Case ID: so2d_62/html/0027-01.html
Source: Caselaw Access Project
Author: {"author": "THOMAS, Justice.", "license": "Public Domain", "url": "https://static.case.law/"}
Date Created: 2024-08-24T03:29:51.129683

CITY OF WEST PALM BEACH v. PITTMAN et al.
    Supreme Court of Florida, Special Division A.
    Dec. 19, 1952.
    Drew, Burns, Middleton & Rogers, West Palm Beach, for appellant.
    Baynes, Garman & Phillips, West Palm Beach, for appellees.
   THOMAS, Justice.

The appellees were successful in their action against the appellant to recover for damage to their building charged to have been solely caused by the careless and negligent excavation in a street by the defendant. In the two pleas pertinent to a decision by this court the defendant pleaded that it was not guilty and that the damage was caused solely by an act of God — a tropical hurricane.

The judge charged the jury quite properly on the governing law where an act of God and negligence of a person combine to injure another, namely, that the defendant will be liable for the whole loss if his negligence proximately caused it. Indeed, no criticism is now offered of the judge’s statement of the law.

The principal complaint here is that there was an inconsistency between the allegations of the declaration and the evidence offered to support them. It is contended that plaintiffs’ having alleged that the lone cause of the damage was the defendant’s negligence and the defendant’s having pleaded that the sole cause of the damage was an act of God, an issue whether it was one or the other was created; and when the issue of combined fault was injected a variance immediately arose because the plaintiffs had not averred anything about concurrent causes.

We have no thought of departing from the ancient rule that allegations and proof must coincide, but its application in favor of appellant and the consequent reversal of the judgment are not justified by the record.

We can only wonder how testimony about damage to a building from defendant’s negligence, and damage to the same building by an act of God could be so separated in the minds of judge and jurors at one trial that the causes of damage would never blend. And we further wonder why a plaintiff should be required to aver that there was not only negligence on the part of the defendant, but also damage due to an act of God when he could recover by establishing the first, despite the presence of the second.

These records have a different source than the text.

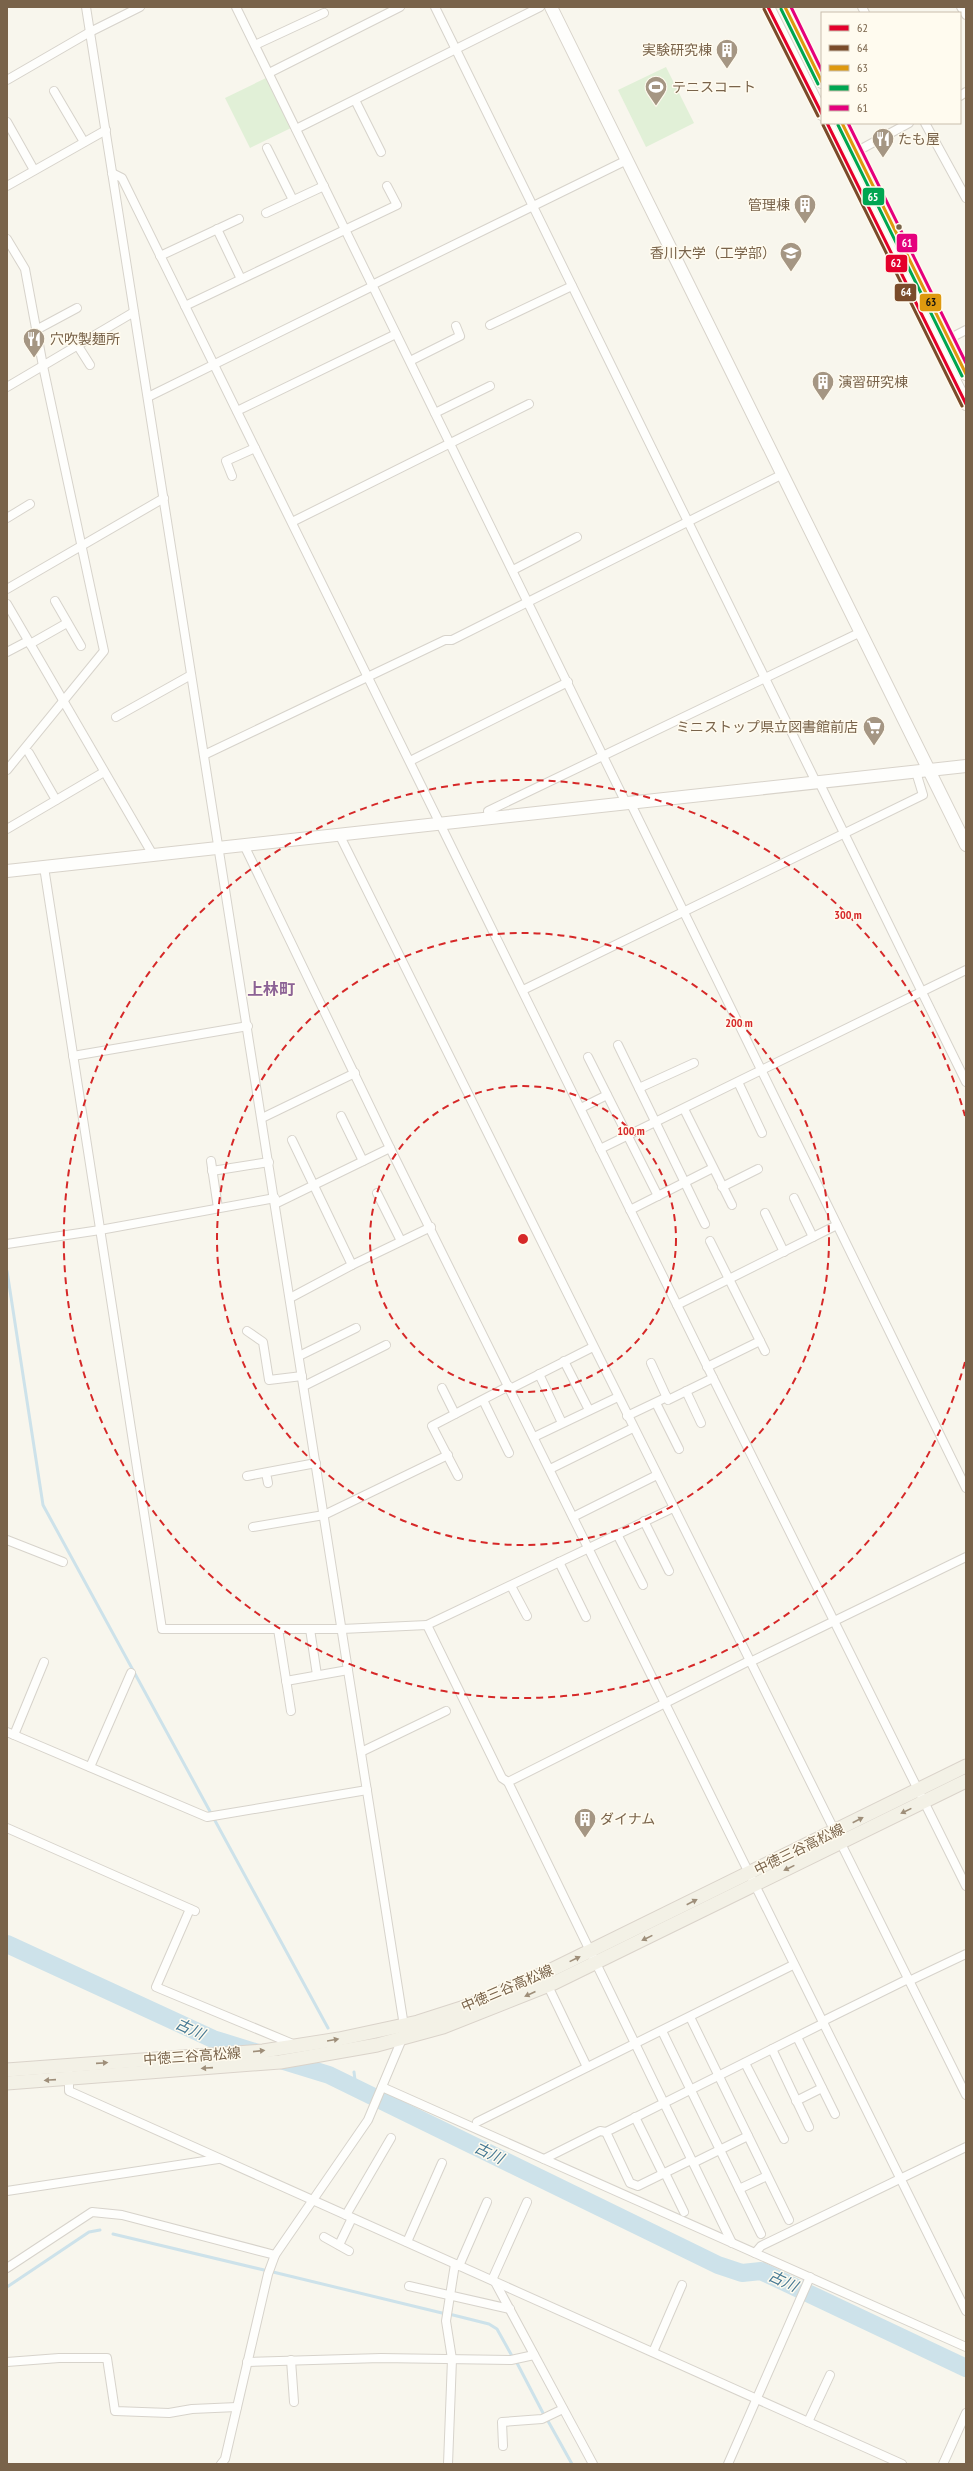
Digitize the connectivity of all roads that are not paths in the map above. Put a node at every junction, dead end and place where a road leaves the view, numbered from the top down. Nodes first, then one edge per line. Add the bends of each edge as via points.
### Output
1 (86, 7) edge
2 (140, 7) edge
3 (236, 7) edge
4 (400, 7) edge
5 (435, 7) edge
6 (540, 7) edge
7 (551, 7) edge
8 (768, 7) edge
9 (785, 7) edge
10 (961, 7) edge
11 (324, 13) dead end
12 (966, 15) edge
13 (90, 32) junction
14 (255, 45) junction
15 (456, 49) junction
16 (268, 73) junction
17 (7, 80) edge
18 (821, 80) edge
19 (54, 91) dead end
20 (355, 100) junction
21 (821, 112) edge
22 (7, 122) edge
23 (828, 124) edge
24 (843, 124) edge
25 (907, 124) edge
26 (926, 124) edge
27 (296, 129) junction
28 (106, 130) junction
29 (84, 142) junction
30 (267, 148) dead end
31 (381, 152) dead end
32 (857, 152) junction
33 (845, 159) junction
34 (627, 160) junction
35 (34, 170) junction
36 (112, 173) junction
37 (7, 186) edge
38 (324, 186) junction
39 (387, 186) dead end
40 (966, 198) edge
41 (292, 200) junction
42 (533, 205) junction
43 (266, 213) dead end
44 (239, 219) dead end
45 (345, 228) junction
46 (217, 229) junction
47 (7, 239) edge
48 (160, 256) junction
49 (241, 279) junction
50 (373, 286) junction
51 (572, 286) junction
52 (185, 306) junction
53 (77, 308) dead end
54 (134, 312) junction
55 (490, 325) dead end
56 (456, 326) dead end
57 (36, 330) junction
58 (966, 330) edge
59 (396, 334) junction
60 (949, 339) junction
61 (937, 345) junction
62 (78, 346) junction
63 (410, 361) junction
64 (214, 364) junction
65 (90, 365) dead end
66 (43, 366) junction
67 (966, 374) edge
68 (490, 386) dead end
69 (7, 387) edge
70 (148, 397) junction
71 (529, 404) dead end
72 (966, 404) edge
73 (237, 411) junction
74 (435, 413) junction
75 (450, 442) junction
76 (255, 448) junction
77 (783, 474) junction
78 (232, 476) dead end
79 (164, 498) junction
80 (30, 504) dead end
81 (7, 518) edge
82 (689, 521) junction
83 (292, 522) junction
84 (577, 537) dead end
85 (82, 546) junction
86 (513, 570) junction
87 (7, 589) edge
88 (55, 601) dead end
89 (530, 602) junction
90 (7, 604) edge
91 (67, 623) junction
92 (861, 632) junction
93 (29, 643) junction
94 (81, 646) dead end
95 (7, 652) edge
96 (191, 675) junction
97 (765, 678) junction
98 (368, 679) junction
99 (568, 682) junction
100 (62, 701) junction
101 (116, 717) dead end
102 (29, 753) dead end
103 (603, 755) junction
104 (204, 756) junction
105 (410, 760) junction
106 (966, 766) edge
107 (7, 770) edge
108 (930, 770) junction
109 (104, 772) junction
110 (916, 772) junction
111 (818, 782) junction
112 (56, 800) junction
113 (628, 802) junction
114 (489, 818) junction
115 (441, 823) junction
116 (7, 829) edge
117 (339, 834) junction
118 (845, 835) junction
119 (244, 845) junction
120 (966, 845) edge
121 (220, 848) junction
122 (153, 855) junction
123 (44, 867) junction
124 (7, 871) edge
125 (684, 911) junction
126 (966, 970) edge
127 (523, 990) junction
128 (921, 991) junction
129 (248, 1026) junction
130 (618, 1045) dead end
131 (73, 1056) junction
132 (588, 1057) dead end
133 (694, 1063) dead end
134 (762, 1070) junction
135 (355, 1074) junction
136 (738, 1082) junction
137 (966, 1082) edge
138 (639, 1088) junction
139 (607, 1095) junction
140 (581, 1108) junction
141 (684, 1109) junction
142 (341, 1116) dead end
143 (262, 1118) junction
144 (656, 1123) junction
145 (762, 1133) dead end
146 (628, 1136) junction
147 (292, 1140) dead end
148 (390, 1148) junction
149 (600, 1149) junction
150 (211, 1161) dead end
151 (363, 1161) junction
152 (269, 1162) junction
153 (713, 1168) junction
154 (758, 1169) dead end
155 (212, 1171) junction
156 (686, 1182) junction
157 (314, 1185) junction
158 (722, 1186) junction
159 (377, 1193) dead end
160 (658, 1196) junction
161 (794, 1198) dead end
162 (275, 1201) junction
163 (732, 1205) dead end
164 (218, 1208) junction
165 (630, 1210) junction
166 (765, 1212) dead end
167 (705, 1224) dead end
168 (837, 1225) junction
169 (431, 1227) junction
170 (100, 1230) junction
171 (813, 1237) junction
172 (401, 1241) junction
173 (710, 1241) dead end
174 (7, 1244) edge
175 (784, 1252) junction
176 (352, 1265) junction
177 (729, 1279) junction
178 (290, 1298) junction
179 (677, 1305) junction
180 (356, 1328) dead end
181 (247, 1331) dead end
182 (760, 1341) junction
183 (386, 1345) dead end
184 (593, 1346) junction
185 (765, 1351) dead end
186 (299, 1356) junction
187 (564, 1361) junction
188 (651, 1363) dead end
189 (707, 1366) junction
190 (539, 1374) junction
191 (302, 1376) junction
192 (713, 1378) junction
193 (304, 1386) junction
194 (510, 1387) junction
195 (442, 1388) dead end
196 (686, 1391) junction
197 (618, 1397) junction
198 (667, 1398) junction
199 (482, 1400) junction
200 (656, 1403) junction
201 (589, 1410) junction
202 (455, 1414) junction
203 (627, 1416) junction
204 (562, 1423) junction
205 (701, 1423) dead end
206 (633, 1428) junction
207 (534, 1436) junction
208 (679, 1449) dead end
209 (509, 1453) dead end
210 (448, 1455) junction
211 (316, 1463) junction
212 (550, 1469) junction
213 (266, 1472) junction
214 (657, 1475) junction
215 (247, 1476) dead end
216 (458, 1476) dead end
217 (268, 1483) dead end
218 (966, 1488) edge
219 (673, 1508) junction
220 (324, 1515) junction
221 (573, 1517) junction
222 (644, 1521) junction
223 (253, 1527) dead end
224 (617, 1534) junction
225 (7, 1540) edge
226 (589, 1547) junction
227 (966, 1557) edge
228 (63, 1562) dead end
229 (559, 1562) junction
230 (669, 1571) dead end
231 (643, 1585) dead end
232 (511, 1586) junction
233 (526, 1616) dead end
234 (586, 1617) dead end
235 (833, 1621) junction
236 (427, 1625) junction
237 (278, 1629) junction
238 (310, 1629) junction
239 (342, 1629) junction
240 (44, 1662) dead end
241 (749, 1662) junction
242 (348, 1670) junction
243 (131, 1673) dead end
244 (317, 1675) junction
245 (286, 1681) junction
246 (665, 1702) junction
247 (291, 1711) dead end
248 (446, 1711) dead end
249 (10, 1733) edge
250 (361, 1752) junction
251 (966, 1766) edge
252 (90, 1767) junction
253 (508, 1782) junction
254 (966, 1782) edge
255 (367, 1790) junction
256 (922, 1795) junction
257 (7, 1828) edge
258 (837, 1838) junction
259 (753, 1879) junction
260 (966, 1886) edge
261 (966, 1954) edge
262 (593, 1957) junction
263 (793, 1965) junction
264 (909, 1980) junction
265 (548, 1986) junction
266 (690, 2017) junction
267 (824, 2022) junction
268 (662, 2031) junction
269 (403, 2032) junction
270 (798, 2037) junction
271 (634, 2044) junction
272 (297, 2047) junction
273 (772, 2049) junction
274 (745, 2062) junction
275 (587, 2067) junction
276 (7, 2070) edge
277 (69, 2072) junction
278 (718, 2076) junction
279 (7, 2083) edge
280 (822, 2088) junction
281 (381, 2089) junction
282 (690, 2089) junction
283 (966, 2095) edge
284 (796, 2101) junction
285 (663, 2103) junction
286 (835, 2114) dead end
287 (636, 2117) junction
288 (477, 2122) dead end
289 (809, 2127) dead end
290 (606, 2132) junction
291 (748, 2136) junction
292 (391, 2138) dead end
293 (784, 2139) dead end
294 (966, 2147) edge
295 (720, 2149) junction
296 (219, 2159) junction
297 (544, 2159) junction
298 (692, 2162) junction
299 (442, 2163) dead end
300 (664, 2173) junction
301 (768, 2176) junction
302 (900, 2180) junction
303 (740, 2189) junction
304 (7, 2191) edge
305 (314, 2201) junction
306 (487, 2202) dead end
307 (527, 2202) dead end
308 (684, 2212) dead end
309 (349, 2216) junction
310 (789, 2220) dead end
311 (761, 2234) dead end
312 (324, 2238) dead end
313 (407, 2242) junction
314 (732, 2243) junction
315 (339, 2245) junction
316 (349, 2251) dead end
317 (754, 2253) junction
318 (276, 2255) junction
319 (457, 2265) junction
320 (7, 2268) edge
321 (810, 2277) junction
322 (493, 2281) junction
323 (682, 2285) dead end
324 (409, 2286) dead end
325 (449, 2295) junction
326 (510, 2309) junction
327 (966, 2311) edge
328 (966, 2347) edge
329 (653, 2352) junction
330 (534, 2355) junction
331 (452, 2359) junction
332 (291, 2360) junction
333 (7, 2362) edge
334 (248, 2362) junction
335 (830, 2375) dead end
336 (757, 2399) junction
337 (294, 2402) dead end
338 (237, 2407) junction
339 (563, 2409) junction
340 (966, 2414) edge
341 (808, 2422) junction
342 (504, 2446) dead end
343 (224, 2462) edge
344 (448, 2464) edge
345 (594, 2464) edge
346 (728, 2464) edge
347 (902, 2464) edge
348 (943, 2464) edge

1 - 13 street
2 - 13 street
3 - 14 street
4 - 16 street
5 - 15 street
6 - 15 street
7 - 34 street
8 - 21 street
9 - 18 street
10 - 12 street
11 - 14 street
13 - 17 street
13 - 28 street
14 - 16 street
15 - 20 street
15 - 42 street
16 - 27 street
19 - 29 street
20 - 27 street
20 - 31 street
22 - 35 street
23 - 33 street
24 - 32 street
25 - 32 street
26 - 40 street
27 - 38 street
28 - 29 street
28 - 36 street
29 - 35 street
30 - 41 street
32 - 33 street
32 - 60 street
33 - 61 street
34 - 42 street
34 - 77 street
35 - 37 street
36 - 48 street via 122,178
36 - 54 street
38 - 41 street
38 - 45 street
39 - 45 street via 396,204
41 - 43 street
42 - 50 street
42 - 51 street
44 - 46 street
45 - 49 street
45 - 50 street
46 - 48 street
46 - 49 street
47 - 57 street via 25,269
48 - 52 street
49 - 52 street
50 - 59 street
50 - 64 street
51 - 55 street
51 - 82 street
52 - 64 street
53 - 57 street
54 - 62 street
54 - 70 street
56 - 63 street via 460,336
57 - 66 street
58 - 60 street
59 - 63 street
59 - 73 street
60 - 61 street
60 - 67 street
61 - 72 street
62 - 65 street
62 - 66 street
63 - 74 street
64 - 70 street
64 - 73 street
66 - 69 street
66 - 85 street
68 - 74 street
70 - 79 street
71 - 75 street
73 - 76 street
74 - 75 street
75 - 83 street
75 - 86 street
76 - 78 street via 226,462
76 - 83 street
77 - 82 street
77 - 92 street
79 - 85 street
79 - 96 street
80 - 81 street
82 - 89 street
82 - 97 street
83 - 98 street
84 - 86 street
85 - 87 street
85 - 100 street via 104,651
86 - 89 street
88 - 91 street
89 - 98 street via 452,640 445,640
89 - 99 street
90 - 93 street
91 - 93 street
91 - 94 street
92 - 97 street
92 - 108 street
93 - 95 street
93 - 100 street
96 - 101 street
96 - 104 street
97 - 103 street
97 - 111 street
98 - 104 street
98 - 105 street
99 - 103 street
99 - 105 street
100 - 107 street
100 - 109 street
102 - 112 street
103 - 113 street
103 - 114 street via 488,811
104 - 121 street
105 - 115 street
106 - 108 street
108 - 110 street
108 - 120 street
109 - 112 street
109 - 122 street
110 - 111 street
110 - 118 street via 923,795
111 - 113 street
111 - 118 street
112 - 116 street
113 - 114 street
113 - 125 street
114 - 115 street
115 - 117 street
115 - 127 street
117 - 119 street
117 - 184 street
118 - 125 street
118 - 128 street
119 - 121 street
119 - 135 street
121 - 122 street
121 - 129 street
122 - 123 street
123 - 124 street
123 - 131 street
125 - 127 street
125 - 134 street
126 - 128 street
127 - 140 street
128 - 134 street
128 - 137 street
129 - 131 street
129 - 143 street
130 - 138 street
131 - 170 street
132 - 139 street
133 - 138 street
134 - 136 street
134 - 168 street
135 - 143 street
135 - 148 street
136 - 141 street
136 - 145 street
138 - 144 street
139 - 140 street
139 - 146 street
140 - 149 street
141 - 144 street
141 - 153 street
142 - 151 street
143 - 152 street
144 - 146 street
144 - 156 street
146 - 149 street
146 - 160 street
147 - 157 street
148 - 151 street
148 - 169 street
149 - 165 street
150 - 155 street
151 - 157 street
152 - 155 street
152 - 162 street
153 - 156 street
153 - 158 street
154 - 158 street
155 - 164 street
156 - 160 street
156 - 167 street
157 - 162 street
157 - 176 street
158 - 163 street
159 - 172 street
160 - 165 street
161 - 171 street
162 - 164 street
162 - 178 street
164 - 170 street
165 - 179 street
166 - 175 street
168 - 171 street
168 - 218 street
169 - 172 street
169 - 194 street
170 - 174 street
170 - 237 street via 162,1629
171 - 175 street
172 - 176 street
173 - 177 street
175 - 177 street
176 - 178 street
177 - 179 street
177 - 182 street
178 - 186 street
179 - 189 street
180 - 186 street
181 - 191 street via 263,1342 269,1380
182 - 185 street
182 - 189 street
183 - 193 street
184 - 187 street
184 - 197 street
186 - 191 street
187 - 190 street
187 - 201 street
188 - 198 street
189 - 192 street
190 - 194 street
190 - 204 street
191 - 193 street
192 - 196 street
192 - 235 street
193 - 211 street
194 - 199 street
194 - 207 street
195 - 202 street
196 - 198 street via 668,1400
196 - 205 street
197 - 201 street
197 - 203 street
198 - 200 street
199 - 202 street
199 - 209 street
200 - 203 street
200 - 208 street
201 - 204 street
202 - 210 street via 432,1426
203 - 206 street
204 - 207 street
206 - 212 street
206 - 214 street
207 - 212 street
210 - 216 street
210 - 220 street
211 - 213 street
211 - 220 street
212 - 221 street
213 - 215 street
213 - 217 street
214 - 219 street
214 - 221 street
219 - 222 street
219 - 241 street
220 - 223 street
220 - 239 street
221 - 226 street
222 - 224 street
222 - 230 street
224 - 226 street
224 - 231 street
225 - 228 street
226 - 229 street
226 - 246 street
227 - 235 street
229 - 232 street
229 - 234 street
232 - 233 street
232 - 236 street
235 - 241 street
235 - 256 street
236 - 239 street
236 - 253 street via 502,1778
237 - 238 street
237 - 245 street
238 - 239 street
238 - 244 street
239 - 242 street
240 - 249 street
241 - 246 street
241 - 258 street
242 - 244 street
242 - 250 street
243 - 252 street
244 - 245 street
245 - 247 street
246 - 253 street
246 - 259 street
248 - 250 street
249 - 252 street
250 - 255 street
251 - 256 main road, 中徳三谷高松線
252 - 255 street via 207,1817
253 - 262 street
254 - 256 main road, 中徳三谷高松線
255 - 269 street
256 - 258 main road, 中徳三谷高松線
256 - 260 street
257 - 272 street via 192,1910 156,1987
258 - 259 main road, 中徳三谷高松線
258 - 264 street
259 - 262 main road, 中徳三谷高松線
259 - 263 street
261 - 264 street
262 - 265 main road, 中徳三谷高松線
269 -> 262 main road, 中徳三谷高松線
262 - 271 street
263 - 266 street
263 - 267 street
264 - 267 street
264 - 283 street
265 -> 269 main road, 中徳三谷高松線 via 475,2016
265 - 275 street
266 - 268 street
266 - 278 street
267 - 270 street
267 - 302 street
268 - 271 street
268 - 282 street
272 -> 269 main road, 中徳三谷高松線
269 -> 277 main road, 中徳三谷高松線 via 315,2057 246,2066
269 - 281 street
270 - 273 street
270 - 280 street
271 - 275 street
271 - 285 street
277 -> 272 main road, 中徳三谷高松線
273 - 274 street
273 - 284 street
274 - 278 street
274 - 293 street
275 - 288 street
276 - 277 main road, 中徳三谷高松線
277 -> 279 main road, 中徳三谷高松線
277 - 296 street via 69,2091
278 - 282 street
278 - 291 street
280 - 284 street
280 - 286 street
281 - 297 street
281 - 305 street via 368,2120
282 - 285 street
282 - 295 street
284 - 289 street
285 - 287 street
285 - 298 street
287 - 290 street
287 - 300 street
290 - 297 street via 600,2132
290 - 300 street via 630,2183 638,2186
291 - 295 street
291 - 301 street
292 - 309 street
294 - 302 street
295 - 298 street
295 - 303 street
296 - 304 street
296 - 305 street
297 - 314 street
298 - 300 street
298 - 314 street
299 - 313 street
300 - 308 street
301 - 303 street
301 - 310 street
302 - 317 street via 761,2246
302 - 327 street
303 - 311 street
305 - 309 street
305 - 318 street
306 - 319 street
307 - 322 street
309 - 313 street
309 - 315 street
312 - 315 street
313 - 319 street
314 - 317 street
315 - 316 street
317 - 321 street
318 - 320 street via 122,2215 92,2212
318 - 334 street via 268,2274
319 - 322 street
319 - 325 street
321 - 328 street
321 - 336 street
322 - 326 street
322 - 329 street
323 - 329 street
324 - 325 street
325 - 326 street
325 - 331 street via 446,2321
326 - 330 street
329 - 336 street
330 - 331 street via 511,2360
330 - 339 street
331 - 332 street
331 - 344 street
332 - 334 street
332 - 337 street
333 - 338 street via 107,2358 115,2411 169,2413
334 - 338 street
335 - 341 street
336 - 341 street
336 - 346 street
338 - 343 street
339 - 342 street via 542,2418 502,2422
339 - 345 street
340 - 348 street
341 - 347 street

If we accept appellant’s view we must invoke the rule that the allegata and probata must correspond even though that part of the latter which is not embraced or contemplated in the former would not vary the true issue or change the result.

But we need not make any further academic excursion on the subject in view of the portion of the record we have not yet mentioned. There was a pretrial conference, and the attorneys could not have left it with any doubt about the issues with which each was to be concerned and the jury was to deal.

The memorandum of the conference signed by the circuit judge bears a statement about the plaintiffs’ claim being one for damage caused by an excavation by the city in August, 1947. Immediately following was a statement that in the next month “a severe hurricane visited the community, and it is plaintiffs’ contention that any damage caused by the hurricane should be considered with the damage caused by the excavation, in accordance with principals [sic] announced in Starling v. City of Gainesville, 90 Fla. 613, 106 So. 425”; and then the statement that “Defendant denies * * * it is liable for either damage alleged to have been caused by the excavation or by the hurricane.” Finally, it was recorded in the memorandum that the court would charge the jury “regarding the effect of any damage as caused by the hurricane * * *.”

Considering the averments of declaration and plea, and the record of the pretrial conference we cannot agree that justice demands a reversal of the judgment, or that the rule requiring agreement between allegations and proof will suffer from such a decision simply because the plaintiffs did not allege that the damage was occasioned ■both by defendant’s, negligence and an act of God instead of only the former.

Affirmed.

SEBRING, C. J., ROBERTS, J., and FABISI'NSKI, Associate Justice, concur.